Cobwebs Spy Software Locks Onto Protesters: Israeli Social Media Mining Contract with Homeland Security Revealed

Israeli Firm “Cobwebs” Linked to 2020 Protests, Provides Monitoring Services to Homeland Security for Tracking Dissenters

Last year, Unicorn Riot reported on a contract between the Department of Homeland Security (DHS) and Cobwebs, an Israeli tech firm that licenses web surveillance tools to law enforcement and intelligence agencies. We can now provide that contract and details about the software — sensitive technology DHS has used to spy on activists during the last several years.

In August 2020, three months after the murder of George Floyd by then-Minneapolis police officer Derek Chauvin kicked off the largest civil rights protests in the United States since the 1960s, DHS signed a contract with a representative of Cobwebs America Inc., the American arm of Cobwebs Technologies. That contract, obtained via the Freedom of Information Act (FOIA), identifies a “software interface tool” not referred to by name, but since identified in a DHS report published by U.S. Senator Ron Wyden (D-Oregon) as Tangles (PDF), a web-based intelligence tool that collects information on social media users. *

A 1 minute video on Vimeo and YouTube covers the basics of the Cobwebs-DHS contract.

The Cobwebs Homeland Security contract, a Statement of Work (SOW), and additional documents provided as part of the FOIA request (PDF) outline a troubling multi-year collaboration between DHS’s Office of Intelligence and Analysis (I&A) and Cobwebs Technologies that could run through 2025.

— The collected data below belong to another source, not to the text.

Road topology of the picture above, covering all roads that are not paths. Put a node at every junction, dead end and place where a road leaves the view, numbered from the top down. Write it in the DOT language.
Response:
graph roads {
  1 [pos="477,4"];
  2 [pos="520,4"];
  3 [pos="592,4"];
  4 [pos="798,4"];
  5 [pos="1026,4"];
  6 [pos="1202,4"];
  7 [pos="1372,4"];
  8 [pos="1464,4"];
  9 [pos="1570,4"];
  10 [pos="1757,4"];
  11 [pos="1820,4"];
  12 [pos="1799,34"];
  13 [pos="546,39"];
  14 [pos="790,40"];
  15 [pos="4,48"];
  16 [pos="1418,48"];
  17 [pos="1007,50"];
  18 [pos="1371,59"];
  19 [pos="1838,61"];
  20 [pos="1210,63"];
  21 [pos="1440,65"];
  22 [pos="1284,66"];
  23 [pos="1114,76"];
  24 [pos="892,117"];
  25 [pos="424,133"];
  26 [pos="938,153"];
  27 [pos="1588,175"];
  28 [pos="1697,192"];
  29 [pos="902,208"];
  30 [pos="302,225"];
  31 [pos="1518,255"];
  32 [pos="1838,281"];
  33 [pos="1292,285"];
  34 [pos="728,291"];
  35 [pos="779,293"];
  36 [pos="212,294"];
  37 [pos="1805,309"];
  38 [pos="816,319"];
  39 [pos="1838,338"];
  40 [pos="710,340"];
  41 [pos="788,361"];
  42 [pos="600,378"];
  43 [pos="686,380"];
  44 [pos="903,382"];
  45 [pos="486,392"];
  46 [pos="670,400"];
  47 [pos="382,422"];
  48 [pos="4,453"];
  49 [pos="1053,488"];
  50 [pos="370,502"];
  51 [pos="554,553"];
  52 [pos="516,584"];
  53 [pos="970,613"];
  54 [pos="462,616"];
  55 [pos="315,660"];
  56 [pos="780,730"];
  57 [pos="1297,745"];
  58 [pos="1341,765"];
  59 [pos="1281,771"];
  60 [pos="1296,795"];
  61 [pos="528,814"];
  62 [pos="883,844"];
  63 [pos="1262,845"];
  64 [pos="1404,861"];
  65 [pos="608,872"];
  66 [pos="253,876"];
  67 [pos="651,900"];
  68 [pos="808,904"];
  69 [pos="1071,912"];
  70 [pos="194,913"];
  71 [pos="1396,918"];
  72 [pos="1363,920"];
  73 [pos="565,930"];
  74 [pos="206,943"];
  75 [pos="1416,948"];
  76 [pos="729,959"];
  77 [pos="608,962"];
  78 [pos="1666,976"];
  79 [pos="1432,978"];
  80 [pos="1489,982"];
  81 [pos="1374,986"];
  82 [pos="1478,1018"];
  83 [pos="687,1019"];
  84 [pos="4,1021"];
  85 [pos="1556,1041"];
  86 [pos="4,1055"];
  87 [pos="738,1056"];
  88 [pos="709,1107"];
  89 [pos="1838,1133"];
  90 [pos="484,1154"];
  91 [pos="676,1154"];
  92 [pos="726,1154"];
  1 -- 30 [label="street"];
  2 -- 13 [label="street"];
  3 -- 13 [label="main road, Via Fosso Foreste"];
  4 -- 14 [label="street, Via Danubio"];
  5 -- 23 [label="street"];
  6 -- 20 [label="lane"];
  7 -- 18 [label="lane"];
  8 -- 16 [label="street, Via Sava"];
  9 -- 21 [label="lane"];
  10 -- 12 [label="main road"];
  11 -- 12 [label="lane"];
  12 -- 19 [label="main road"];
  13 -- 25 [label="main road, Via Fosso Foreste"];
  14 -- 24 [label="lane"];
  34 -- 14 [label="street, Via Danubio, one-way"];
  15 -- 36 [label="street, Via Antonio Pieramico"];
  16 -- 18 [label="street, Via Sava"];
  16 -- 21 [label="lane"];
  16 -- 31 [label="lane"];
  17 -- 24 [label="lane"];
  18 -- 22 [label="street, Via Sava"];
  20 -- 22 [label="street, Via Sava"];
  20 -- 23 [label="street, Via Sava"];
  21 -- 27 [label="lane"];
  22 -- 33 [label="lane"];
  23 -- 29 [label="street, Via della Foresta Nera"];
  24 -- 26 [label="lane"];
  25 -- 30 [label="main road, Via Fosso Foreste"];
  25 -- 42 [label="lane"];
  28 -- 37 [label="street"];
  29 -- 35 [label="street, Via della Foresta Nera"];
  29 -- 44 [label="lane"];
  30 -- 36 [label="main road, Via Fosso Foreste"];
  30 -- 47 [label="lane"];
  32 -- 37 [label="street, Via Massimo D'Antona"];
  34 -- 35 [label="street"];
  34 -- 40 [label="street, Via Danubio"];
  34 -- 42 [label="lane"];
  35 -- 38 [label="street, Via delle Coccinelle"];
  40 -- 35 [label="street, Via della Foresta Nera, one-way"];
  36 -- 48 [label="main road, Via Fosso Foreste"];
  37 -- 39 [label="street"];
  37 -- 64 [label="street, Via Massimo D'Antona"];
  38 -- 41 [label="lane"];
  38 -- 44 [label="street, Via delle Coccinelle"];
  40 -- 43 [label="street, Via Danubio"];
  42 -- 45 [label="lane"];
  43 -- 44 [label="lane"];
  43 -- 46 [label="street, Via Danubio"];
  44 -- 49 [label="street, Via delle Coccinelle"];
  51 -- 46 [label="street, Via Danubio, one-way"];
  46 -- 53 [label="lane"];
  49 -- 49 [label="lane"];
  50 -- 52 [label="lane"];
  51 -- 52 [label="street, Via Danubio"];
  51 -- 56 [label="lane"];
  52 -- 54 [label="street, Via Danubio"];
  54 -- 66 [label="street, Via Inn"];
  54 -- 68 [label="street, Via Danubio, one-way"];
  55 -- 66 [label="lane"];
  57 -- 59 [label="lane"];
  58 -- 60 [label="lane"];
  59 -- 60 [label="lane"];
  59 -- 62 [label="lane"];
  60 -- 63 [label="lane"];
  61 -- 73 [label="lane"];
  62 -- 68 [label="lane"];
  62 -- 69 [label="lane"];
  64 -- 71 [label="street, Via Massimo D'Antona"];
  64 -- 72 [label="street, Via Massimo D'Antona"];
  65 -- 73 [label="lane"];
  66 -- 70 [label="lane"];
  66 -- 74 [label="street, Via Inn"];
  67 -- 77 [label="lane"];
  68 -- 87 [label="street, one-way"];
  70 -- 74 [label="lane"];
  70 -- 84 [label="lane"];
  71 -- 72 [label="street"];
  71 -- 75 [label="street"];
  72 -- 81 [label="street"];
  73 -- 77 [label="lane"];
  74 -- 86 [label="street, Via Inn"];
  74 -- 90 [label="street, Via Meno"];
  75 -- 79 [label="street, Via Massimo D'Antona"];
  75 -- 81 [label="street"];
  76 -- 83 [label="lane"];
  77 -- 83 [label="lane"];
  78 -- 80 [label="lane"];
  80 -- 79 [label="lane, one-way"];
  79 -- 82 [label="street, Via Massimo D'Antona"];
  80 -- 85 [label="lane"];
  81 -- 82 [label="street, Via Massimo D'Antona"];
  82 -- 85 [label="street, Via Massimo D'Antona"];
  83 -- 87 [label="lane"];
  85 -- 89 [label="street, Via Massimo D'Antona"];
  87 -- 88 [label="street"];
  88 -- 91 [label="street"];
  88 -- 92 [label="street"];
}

This report covers the DHS-Cobwebs contract deal, but before going into the details, we take a broader look at the little-understood I&A office, and how fusion centers and counterintelligence tactics can be abused and misused to harass protesters and other members of the public using powerful tools like Cobwebs products.

Sections: Enter Intelligence & Analysis | From Potential to Abuse | Infiltrating Telegram for Homeland Security | Tangles, Infiltration & Social Engineering | Statement of Work, “Baseball Cards” | Deleted Accounts, Bitcoin & Geo-Tracking | Spire Capital Partners Assembles U.S. Surveillance Empire | Resources


Enter the DHS Office of Intelligence and Analysis (I&A)

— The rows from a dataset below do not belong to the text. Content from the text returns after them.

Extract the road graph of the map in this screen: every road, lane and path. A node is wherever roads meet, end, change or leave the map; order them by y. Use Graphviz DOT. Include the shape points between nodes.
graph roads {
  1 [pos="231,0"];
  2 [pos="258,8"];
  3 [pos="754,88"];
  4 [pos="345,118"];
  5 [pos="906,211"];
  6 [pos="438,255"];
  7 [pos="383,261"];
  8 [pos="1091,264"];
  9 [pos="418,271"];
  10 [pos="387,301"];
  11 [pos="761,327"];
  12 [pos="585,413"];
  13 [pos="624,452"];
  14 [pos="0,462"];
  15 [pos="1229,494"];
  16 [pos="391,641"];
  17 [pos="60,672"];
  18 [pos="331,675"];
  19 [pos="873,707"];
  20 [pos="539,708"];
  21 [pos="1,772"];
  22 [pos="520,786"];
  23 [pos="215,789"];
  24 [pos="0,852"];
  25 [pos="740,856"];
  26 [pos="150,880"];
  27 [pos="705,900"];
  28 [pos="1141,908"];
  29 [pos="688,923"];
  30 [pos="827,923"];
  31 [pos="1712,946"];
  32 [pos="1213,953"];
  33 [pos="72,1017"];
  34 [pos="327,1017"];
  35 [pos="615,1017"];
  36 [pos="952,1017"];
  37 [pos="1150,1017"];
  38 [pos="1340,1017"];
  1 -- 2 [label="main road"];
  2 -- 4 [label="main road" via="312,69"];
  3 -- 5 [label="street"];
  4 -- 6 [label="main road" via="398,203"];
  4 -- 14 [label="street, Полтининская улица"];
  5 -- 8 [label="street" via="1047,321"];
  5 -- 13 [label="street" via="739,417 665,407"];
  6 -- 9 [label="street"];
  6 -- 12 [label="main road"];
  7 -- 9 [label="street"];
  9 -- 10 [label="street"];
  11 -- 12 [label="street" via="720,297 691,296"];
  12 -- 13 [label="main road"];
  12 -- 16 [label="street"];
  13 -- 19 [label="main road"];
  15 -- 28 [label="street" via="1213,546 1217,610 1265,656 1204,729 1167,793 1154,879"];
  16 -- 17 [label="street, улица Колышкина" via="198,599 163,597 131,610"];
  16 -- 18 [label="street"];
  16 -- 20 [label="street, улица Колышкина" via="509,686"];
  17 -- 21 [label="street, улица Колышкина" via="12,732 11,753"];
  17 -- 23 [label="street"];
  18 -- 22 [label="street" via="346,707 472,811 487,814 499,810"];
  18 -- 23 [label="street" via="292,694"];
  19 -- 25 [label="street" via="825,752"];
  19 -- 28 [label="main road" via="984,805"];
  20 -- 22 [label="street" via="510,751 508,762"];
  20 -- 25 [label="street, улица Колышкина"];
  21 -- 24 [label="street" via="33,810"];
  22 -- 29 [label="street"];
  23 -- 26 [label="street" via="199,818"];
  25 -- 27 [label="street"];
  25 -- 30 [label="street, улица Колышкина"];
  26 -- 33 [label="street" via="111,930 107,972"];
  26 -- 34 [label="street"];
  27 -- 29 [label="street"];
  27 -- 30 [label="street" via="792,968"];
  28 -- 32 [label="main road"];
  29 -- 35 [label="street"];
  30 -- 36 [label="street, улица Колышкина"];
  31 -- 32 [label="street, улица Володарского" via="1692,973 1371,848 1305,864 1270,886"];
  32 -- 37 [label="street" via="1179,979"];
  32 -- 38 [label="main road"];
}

Created in 2007 under the long shadow of the 9/11 attacks, I&A’s original mission statement (PDF p.8) claimed its purpose was to facilitate better intelligence sharing between federal agencies and local law enforcement through data analysis, while also “protecting the privacy, civil rights, and civil liberties of the people I&A serves.”

This statement reflected a growing concern among privacy advocates over the rapid expansion of America’s national security apparatus. DHS, itself established only five years prior, was developing a plan for the rollout of fusion centers —  information-sharing hubs that would bridge divides between federal, state, and local agencies and law enforcement, private defense contractors, and the military. But as one DHS report would later observe, the public’s concern for the potential for abuse created the perception of fusion centers as “mini-spy agencies or akin to the [Federal Bureau of Investigation]’s discredited—and long abandoned—COINTELPRO program.”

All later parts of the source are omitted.